_TASK ITEM_
Please report how many lines in the following material hold the string "lane", giving only the number.

_LISTED ENTRIES_
*** Begin section ***

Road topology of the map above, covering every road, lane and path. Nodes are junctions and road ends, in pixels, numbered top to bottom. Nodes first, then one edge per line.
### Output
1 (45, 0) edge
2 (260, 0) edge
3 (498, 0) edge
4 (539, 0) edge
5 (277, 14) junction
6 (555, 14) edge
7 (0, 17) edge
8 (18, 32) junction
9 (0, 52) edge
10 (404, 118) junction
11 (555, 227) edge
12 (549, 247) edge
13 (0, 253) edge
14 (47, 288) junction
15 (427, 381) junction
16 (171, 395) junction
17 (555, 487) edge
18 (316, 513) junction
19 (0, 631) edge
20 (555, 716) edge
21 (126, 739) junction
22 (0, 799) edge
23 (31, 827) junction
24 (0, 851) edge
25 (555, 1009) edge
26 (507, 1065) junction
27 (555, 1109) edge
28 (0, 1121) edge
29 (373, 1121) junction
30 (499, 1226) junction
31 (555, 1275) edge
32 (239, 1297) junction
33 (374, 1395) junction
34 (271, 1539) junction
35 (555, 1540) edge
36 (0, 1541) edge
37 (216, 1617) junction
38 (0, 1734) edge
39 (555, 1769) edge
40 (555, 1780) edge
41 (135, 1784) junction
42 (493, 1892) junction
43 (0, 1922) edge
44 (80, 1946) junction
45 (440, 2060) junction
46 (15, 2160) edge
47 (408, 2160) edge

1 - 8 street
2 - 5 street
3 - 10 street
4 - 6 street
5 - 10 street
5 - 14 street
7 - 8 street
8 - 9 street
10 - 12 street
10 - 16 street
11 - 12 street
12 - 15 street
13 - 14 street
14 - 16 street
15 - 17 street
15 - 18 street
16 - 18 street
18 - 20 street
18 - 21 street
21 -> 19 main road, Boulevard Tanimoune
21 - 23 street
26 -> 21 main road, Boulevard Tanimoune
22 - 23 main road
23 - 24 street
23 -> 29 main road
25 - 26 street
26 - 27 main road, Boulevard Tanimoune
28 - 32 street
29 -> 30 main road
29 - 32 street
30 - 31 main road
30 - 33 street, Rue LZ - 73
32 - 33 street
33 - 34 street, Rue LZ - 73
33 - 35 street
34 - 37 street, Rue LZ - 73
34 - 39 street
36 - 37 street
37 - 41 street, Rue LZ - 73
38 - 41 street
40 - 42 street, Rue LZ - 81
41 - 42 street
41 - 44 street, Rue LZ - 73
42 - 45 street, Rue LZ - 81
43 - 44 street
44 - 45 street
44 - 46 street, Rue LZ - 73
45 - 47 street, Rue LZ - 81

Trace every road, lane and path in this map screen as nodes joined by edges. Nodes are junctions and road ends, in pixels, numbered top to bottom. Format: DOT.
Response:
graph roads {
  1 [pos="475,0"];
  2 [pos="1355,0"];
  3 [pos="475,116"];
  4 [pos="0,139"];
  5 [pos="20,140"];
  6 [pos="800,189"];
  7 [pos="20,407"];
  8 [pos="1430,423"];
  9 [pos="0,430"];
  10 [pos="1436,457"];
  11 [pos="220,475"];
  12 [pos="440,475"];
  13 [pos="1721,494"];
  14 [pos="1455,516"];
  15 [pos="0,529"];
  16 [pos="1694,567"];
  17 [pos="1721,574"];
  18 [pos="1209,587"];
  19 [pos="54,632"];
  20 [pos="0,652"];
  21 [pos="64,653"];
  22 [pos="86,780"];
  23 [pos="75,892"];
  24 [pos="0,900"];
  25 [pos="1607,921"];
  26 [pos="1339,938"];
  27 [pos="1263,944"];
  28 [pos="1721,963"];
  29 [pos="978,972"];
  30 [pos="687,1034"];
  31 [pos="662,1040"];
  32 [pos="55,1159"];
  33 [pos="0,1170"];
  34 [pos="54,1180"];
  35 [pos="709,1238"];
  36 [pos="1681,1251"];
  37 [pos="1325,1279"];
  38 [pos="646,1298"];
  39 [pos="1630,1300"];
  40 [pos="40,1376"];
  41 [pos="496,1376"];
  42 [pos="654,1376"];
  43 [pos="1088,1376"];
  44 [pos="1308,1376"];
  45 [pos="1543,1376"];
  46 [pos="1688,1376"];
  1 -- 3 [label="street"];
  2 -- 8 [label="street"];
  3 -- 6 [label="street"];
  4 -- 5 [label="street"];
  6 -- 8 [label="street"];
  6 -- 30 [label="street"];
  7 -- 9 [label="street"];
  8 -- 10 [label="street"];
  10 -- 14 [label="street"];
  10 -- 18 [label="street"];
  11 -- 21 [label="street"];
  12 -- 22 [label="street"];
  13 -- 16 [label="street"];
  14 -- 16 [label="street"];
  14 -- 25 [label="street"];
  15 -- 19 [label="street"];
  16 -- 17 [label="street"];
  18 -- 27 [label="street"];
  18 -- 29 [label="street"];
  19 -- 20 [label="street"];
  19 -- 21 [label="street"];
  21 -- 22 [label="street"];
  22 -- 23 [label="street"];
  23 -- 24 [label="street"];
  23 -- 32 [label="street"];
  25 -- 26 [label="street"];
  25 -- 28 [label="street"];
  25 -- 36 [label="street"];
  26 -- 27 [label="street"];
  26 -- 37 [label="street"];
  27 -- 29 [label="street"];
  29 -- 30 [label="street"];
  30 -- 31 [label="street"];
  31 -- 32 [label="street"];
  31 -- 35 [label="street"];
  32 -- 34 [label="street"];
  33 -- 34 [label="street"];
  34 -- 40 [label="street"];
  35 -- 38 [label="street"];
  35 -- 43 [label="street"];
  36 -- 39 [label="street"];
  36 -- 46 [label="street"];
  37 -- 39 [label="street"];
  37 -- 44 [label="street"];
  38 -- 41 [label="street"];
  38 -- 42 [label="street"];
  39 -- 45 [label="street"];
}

*** End section ***

_RESPONSE BOX_
2